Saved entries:
-------

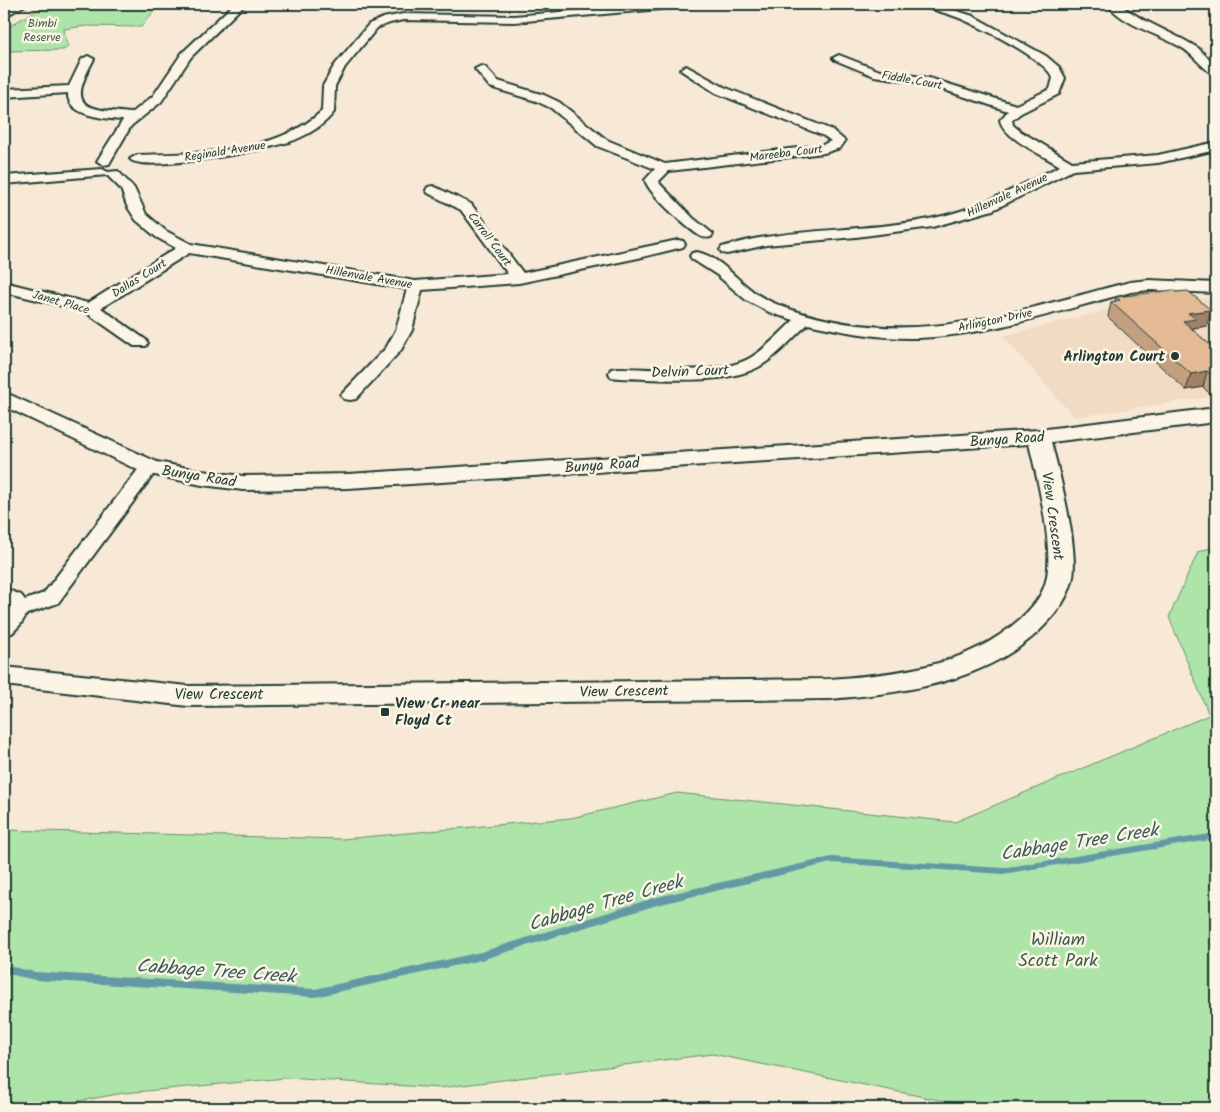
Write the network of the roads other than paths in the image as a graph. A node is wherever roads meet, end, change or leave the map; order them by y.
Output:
1 (20, 4) edge
2 (240, 4) edge
3 (684, 4) edge
4 (925, 4) edge
5 (1112, 4) edge
6 (4, 13) edge
7 (839, 58) dead end
8 (88, 59) dead end
9 (481, 69) dead end
10 (686, 69) dead end
11 (1216, 73) edge
12 (73, 89) junction
13 (4, 93) edge
14 (1015, 109) junction
15 (133, 117) junction
16 (116, 141) junction
17 (1216, 146) edge
18 (123, 157) junction
19 (137, 165) junction
20 (1070, 166) junction
21 (104, 168) junction
22 (664, 168) junction
23 (4, 180) edge
24 (127, 188) junction
25 (433, 190) dead end
26 (688, 242) junction
27 (724, 247) junction
28 (187, 248) junction
29 (725, 274) junction
30 (519, 278) junction
31 (4, 286) edge
32 (415, 286) junction
33 (1216, 288) edge
34 (90, 308) junction
35 (805, 318) junction
36 (140, 342) dead end
37 (617, 373) dead end
38 (350, 395) dead end
39 (4, 398) edge
40 (1216, 415) edge
41 (1038, 437) junction
42 (150, 468) junction
43 (4, 594) edge
44 (20, 610) junction
45 (4, 628) edge
46 (4, 676) edge

1 - 6 street
2 - 15 street
3 - 19 street, Reginald Avenue
4 - 14 street
5 - 11 street
7 - 14 street, Fiddle Court
8 - 12 street
9 - 22 street
10 - 22 street, Mareeba Court
12 - 13 street
12 - 15 street
14 - 20 street
15 - 16 street
16 - 18 street
16 - 21 street
17 - 20 street, Hillenvale Avenue
18 - 19 street
18 - 21 street
19 - 21 street, Reginald Avenue
19 - 24 street
20 - 27 street, Hillenvale Avenue
21 - 23 street
21 - 24 street, Hillenvale Avenue
22 - 26 street
24 - 28 street, Hillenvale Avenue
25 - 30 street, Carroll Court
26 - 27 street
26 - 27 street, Hillenvale Avenue
26 - 29 street, Arlington Drive
26 - 30 street, Hillenvale Avenue
27 - 29 street
28 - 32 street, Hillenvale Avenue
28 - 34 street, Dallas Court
29 - 35 street, Arlington Drive
30 - 32 street, Hillenvale Avenue
31 - 34 street, Janet Place
32 - 38 street
33 - 35 street, Arlington Drive
34 - 36 street, Janet Place
35 - 37 street, Delvin Court
39 - 42 street, Bunya Road
40 - 41 street, Bunya Road
41 - 42 street, Bunya Road
41 - 46 street, View Crescent
42 - 44 street
43 - 44 street
44 - 45 street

-------

TASK GOAL: Pull out each line of the entries that contains "Reginald".

RESPONSE BELOW:
3 - 19 street, Reginald Avenue
19 - 21 street, Reginald Avenue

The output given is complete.